Os pesquisadores revelaram que conseguiram aprimorar as estimativas entre o consumo de álcool e mortes atribuíveis ao álcool e incapacidades, ajustadas por anos de vida em 195 localidades de 1990 a 2016, para ambos os sexos, entre indivíduos de 15 a 95 anos. Eles usaram 694 fontes de dados de consumo de álcool individual e populacional, juntamente com 592 estudos retrospectivos e prospectivos sobre o risco do uso de álcool. Eles produziram estimativas da prevalência de consumo atual, dos abstinentes, da distribuição do consumo de álcool entre os bebedores atuais e dos seus impactos em relação às mortes e incapacidades. Fizeram melhorias metodológicas em comparação às estimativas anteriores: primeiro, ajustando as estimativas de venda de álcool levando em consideração o consumo turístico e não registrado (clandestino); em segundo lugar, fizeram uma nova meta-análise estimando o risco relativo de 23 resultados de saúde associados ao uso de álcool; e por último, desenvolveram um novo método para quantificar o nível de consumo de álcool que minimiza o risco global para a saúde individual.
Quais as principais conclusões deste estudo?
Considerando o mundo todo, o consumo de álcool foi o sétimo fator de risco para mortes e incapacidades em 2016, contabilizando 2,2% das mortes nas mulheres e 6,8% nos homens. Entre a população de 15 a 49 anos, o consumo de álcool foi o principal fator de risco, com 3,8% das mortes em mulheres e 12,2% nos homens.

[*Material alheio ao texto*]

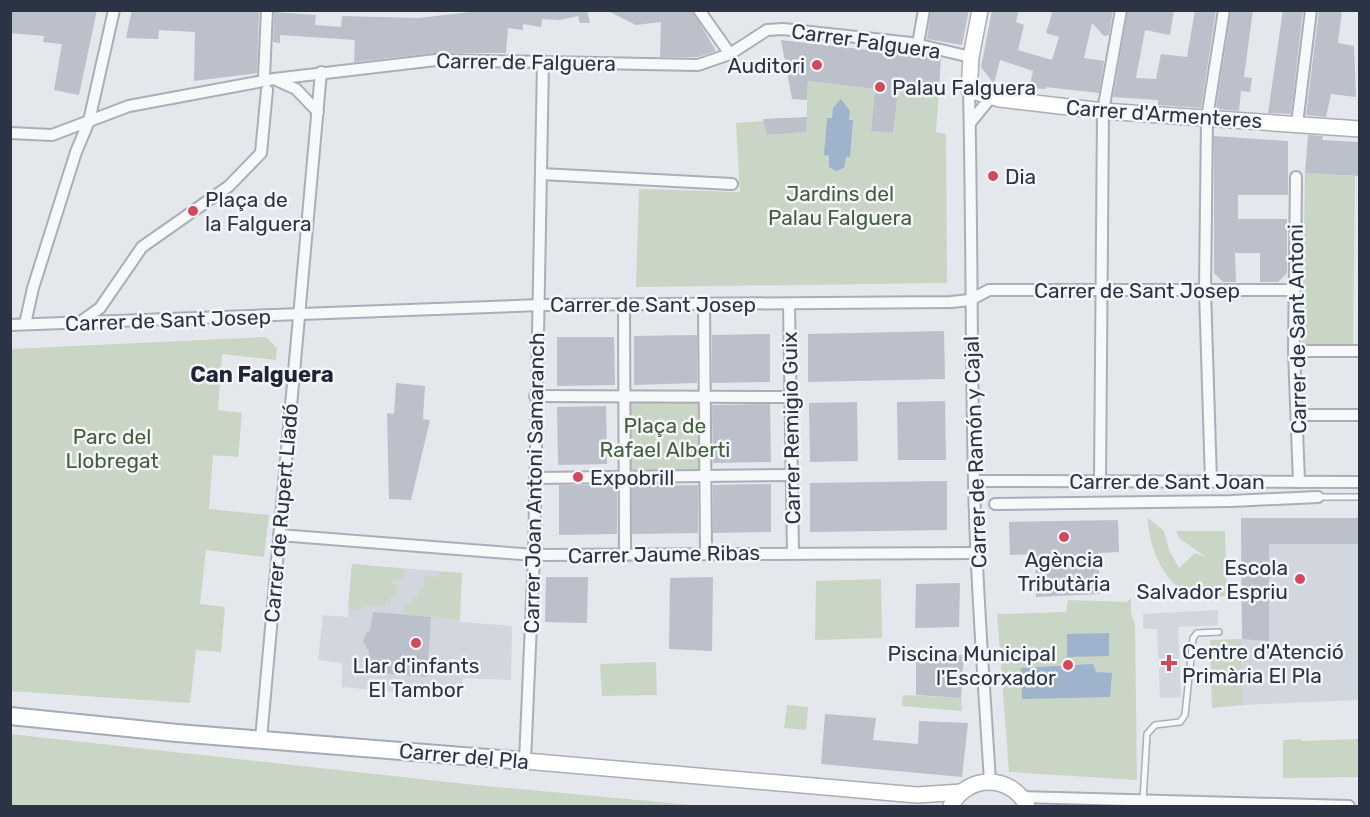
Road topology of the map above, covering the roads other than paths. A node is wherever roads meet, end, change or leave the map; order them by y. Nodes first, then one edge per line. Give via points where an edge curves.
1 (114, 10) edge
2 (267, 10) edge
3 (699, 10) edge
4 (924, 10) edge
5 (980, 10) edge
6 (1121, 10) edge
7 (1224, 10) edge
8 (1311, 10) edge
9 (918, 44) junction
10 (730, 54) junction
11 (971, 57) junction
12 (543, 62) junction
13 (321, 72) junction
14 (269, 78) junction
15 (267, 90) dead end
16 (969, 90) junction
17 (991, 97) junction
18 (1103, 111) junction
19 (318, 112) junction
20 (1206, 118) junction
21 (89, 121) junction
22 (970, 123) junction
23 (1297, 124) junction
24 (1359, 129) edge
25 (10, 133) edge
26 (542, 174) junction
27 (1296, 177) dead end
28 (732, 184) dead end
29 (1101, 290) junction
30 (1294, 290) junction
31 (1205, 291) junction
32 (970, 300) junction
33 (704, 304) junction
34 (789, 304) junction
35 (540, 305) junction
36 (624, 306) junction
37 (300, 315) junction
38 (79, 323) junction
39 (25, 324) junction
40 (10, 325) edge
41 (1294, 351) junction
42 (1359, 351) edge
43 (535, 396) junction
44 (625, 397) junction
45 (705, 397) junction
46 (791, 397) junction
47 (1297, 415) junction
48 (1359, 415) edge
49 (792, 475) junction
50 (625, 476) junction
51 (706, 477) junction
52 (535, 478) junction
53 (974, 481) junction
54 (1100, 481) junction
55 (1211, 481) junction
56 (1299, 482) junction
57 (1359, 482) edge
58 (1318, 497) joint
59 (1359, 497) edge
60 (995, 504) dead end
61 (279, 535) junction
62 (978, 552) junction
63 (793, 553) junction
64 (706, 554) junction
65 (534, 555) junction
66 (626, 555) junction
67 (1219, 632) dead end
68 (10, 716) edge
69 (261, 739) junction
70 (525, 761) junction
71 (990, 782) junction
72 (962, 792) junction
73 (917, 795) junction
74 (1143, 800) junction
75 (1026, 804) edge
76 (935, 807) edge
77 (951, 807) edge
78 (1349, 807) edge

1 - 21 street
2 - 14 street
3 - 10 street
4 - 9 street
5 - 11 main road, Carrer de Ramón y Cajal
6 - 18 street
7 - 20 street
8 - 23 street
9 - 10 street, Carrer Falguera via 767,30
9 - 11 street, Carrer Falguera
10 - 12 street, Carrer de Falguera via 698,65
11 - 16 main road, Carrer de Ramón y Cajal
12 - 13 street, Carrer de Falguera via 436,60
12 - 26 street, Carrer Joan Antoni Samaranch
13 - 14 street
13 - 19 street, Carrer de Rupert Lladó
14 - 19 street via 296,89
14 - 21 street via 129,106
15 - 38 street via 261,153 229,186 142,247 100,308
16 - 17 main road, Carrer d'Armenteres
16 - 22 street, Carrer de Ramón y Cajal
17 - 18 main road, Carrer d'Armenteres
17 - 22 street
18 - 20 main road, Carrer d'Armenteres
18 - 29 street
19 - 37 street, Carrer de Rupert Lladó
20 - 23 main road, Carrer d'Armenteres
20 - 31 street
21 - 25 street via 52,135
21 - 39 street via 33,288
22 - 32 street, Carrer de Ramón y Cajal
23 - 24 main road, Carrer d'Armenteres
26 - 28 street
26 - 35 street, Carrer Joan Antoni Samaranch
27 - 30 street, Carrer de Sant Antoni
29 - 31 street, Carrer de Sant Josep
29 - 32 street, Carrer de Sant Josep via 989,290
29 - 54 street
30 - 31 street, Carrer de Sant Josep
30 - 41 street, Carrer de Sant Antoni
31 - 55 street
32 - 34 street, Carrer de Sant Josep
32 - 53 street, Carrer de Ramón y Cajal via 975,390
33 - 34 street, Carrer de Sant Josep
33 - 36 street, Carrer de Sant Josep
33 - 45 street
34 - 46 street, Carrer Remigio Guix
35 - 36 street, Carrer de Sant Josep
35 - 37 street, Carrer de Sant Josep
35 - 43 street, Carrer Joan Antoni Samaranch
36 - 44 street
37 - 38 street, Carrer de Sant Josep
37 - 61 street, Carrer de Rupert Lladó
38 - 39 street, Carrer de Sant Josep
39 - 40 street, Carrer de Sant Josep
41 - 42 street
41 - 47 street, Carrer de Sant Antoni
43 - 44 street
43 - 52 street, Carrer Joan Antoni Samaranch
44 - 45 street
44 - 50 street
45 - 46 street
45 - 51 street
46 - 49 street, Carrer Remigio Guix
47 - 48 street
47 - 56 street, Carrer de Sant Antoni
49 - 51 street
49 - 63 street, Carrer Remigio Guix
50 - 51 street
50 - 52 street
50 - 66 street
51 - 64 street
52 - 65 street, Carrer Joan Antoni Samaranch
53 - 54 street, Carrer de Sant Joan
53 - 62 street, Carrer de Ramón y Cajal
54 - 55 street, Carrer de Sant Joan
55 - 56 street, Carrer de Sant Joan
56 - 57 street, Carrer de Sant Joan
58 - 59 lane
58 - 60 street, Carrer de Sant Joan
61 - 65 street, Carrer Jaume Ribas
61 - 69 street, Carrer de Rupert Lladó
62 - 63 street, Carrer Jaume Ribas
62 - 71 street, Carrer de Ramón y Cajal via 982,693
63 - 64 street, Carrer Jaume Ribas
64 - 66 street, Carrer Jaume Ribas
65 - 66 street, Carrer Jaume Ribas
65 - 70 street, Carrer Joan Antoni Samaranch
67 - 74 lane via 1197,633 1193,638 1185,716 1180,722 1155,725 1147,734
68 - 69 main road, Carrer del Pla
69 - 70 main road, Carrer del Pla
70 - 73 main road, Carrer del Pla
71 - 72 main road, Carrer del Pla via 977,783
71 - 75 main road via 1009,787
72 - 73 main road, Carrer del Pla
72 - 77 main road
73 - 76 main road, Carrer del Pla
74 - 75 street
74 - 78 street

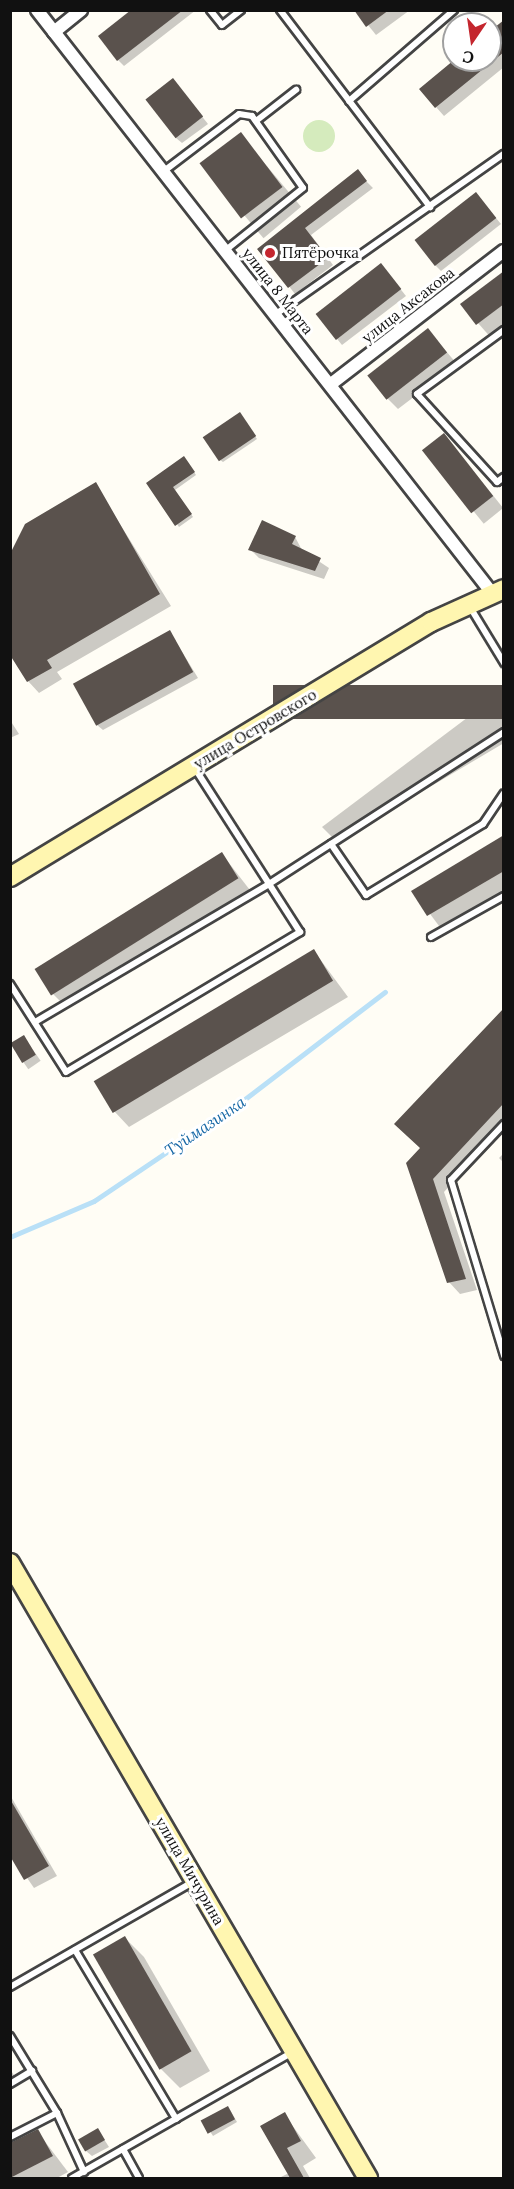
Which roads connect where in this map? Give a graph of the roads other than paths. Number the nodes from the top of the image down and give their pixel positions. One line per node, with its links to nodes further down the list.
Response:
1 (37, 10): 7 (street, улица 8 Марта)
2 (81, 10): 7 (street)
3 (210, 10): 4 (lane)
4 (241, 10)
5 (280, 10): 9 (lane)
6 (454, 10): 9 (lane)
7 (54, 32): 12 (street, улица 8 Марта)
8 (296, 90): 10 (lane)
9 (349, 101): 13 (lane)
10 (256, 121): 12 (lane); 14 (lane)
11 (504, 154): 13 (lane)
12 (164, 171): 14 (street, улица 8 Марта)
13 (430, 207): 16 (lane)
14 (226, 250): 16 (street, улица 8 Марта)
15 (504, 251): 18 (street, улица Аксакова)
16 (276, 314): 18 (street, улица 8 Марта)
17 (504, 330): 19 (lane)
18 (331, 384): 20 (street, улица 8 Марта)
19 (504, 477)
20 (498, 591): 21 (street, улица Островского)
21 (468, 604): 22 (lane); 24 (street, улица Островского)
22 (504, 663)
23 (504, 732): 26 (lane)
24 (194, 766): 27 (street, улица Островского); 28 (lane)
25 (504, 793): 26 (lane)
26 (331, 844): 28 (lane)
27 (10, 877)
28 (269, 884): 32 (lane); 32 (lane)
29 (504, 896): 30 (lane)
30 (431, 937)
31 (10, 984): 32 (lane)
32 (35, 1022)
33 (504, 1124): 34 (lane)
34 (504, 1356)
35 (10, 1563): 36 (street, улица Мичурина)
36 (195, 1880): 37 (lane); 40 (street, улица Мичурина)
37 (75, 1950): 38 (lane); 44 (lane)
38 (10, 1987)
39 (10, 2036): 41 (lane)
40 (295, 2051): 44 (lane); 50 (street, улица Мичурина)
41 (32, 2071): 42 (lane); 43 (lane)
42 (10, 2084)
43 (57, 2113): 45 (lane); 47 (lane)
44 (176, 2119): 46 (lane)
45 (10, 2137)
46 (123, 2149): 47 (lane); 49 (lane)
47 (84, 2172): 48 (lane)
48 (72, 2178)
49 (139, 2178)
50 (368, 2178)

Para a população de 15 a 49 anos, as 3 principais causas de morte atribuíveis ao álcool foram tuberculose, lesões de trânsito e lesões autoprovocadas. Na população com 50 anos ou mais, foram os cânceres.
O nível de álcool que minimizou os seus danos à saúde foi de zero bebidas por semana.
Reflexões do Cardiopapers:
Note que saber exatamente o consumo diário de álcool de uma pessoa é muito difícil. Estudos observacionais, por mais bem feitos que sejam, não conseguem ter esse dado de forma totalmente confiável. Apesar de todos os esforços dos pesquisadores em refinar suas metodologias e propor inúmeros ajustes, o viés desta informação com esses desenhos de estudo permanece.
Entendemos que o consumo leve a moderado e responsável de álcool nada tem a ver com um consumo que faz um indivíduo abandonar ou esquecer de tomar seus remédios para tuberculose, ou se expor à doenças sexualmente transmissíveis por não usar preservativo devido ao seu elevado grau de embriaguez, ou assumir o volante estando alcoolizado, ou a provocar automutilações por exacerbação de doenças psiquiátricas etc. Contraindicamos fortemente o consumo de álcool para menores de idade. O consumo leve e responsável de álcool deve ser discutido com seu médico e ajustado para a sua ficha médica.
Desta forma, concluímos que ainda não temos uma resposta definitiva para este tema. O consumo leve a moderado de álcool deve ser individualizado pesando riscos e benefícios.
Em resumo...
NÃO se recomenda introdução de álcool, mesmo que em pequenas quantidades, pensando-se em promover proteção cardiovascular em pacientes que atualmente são abstêmios à substância.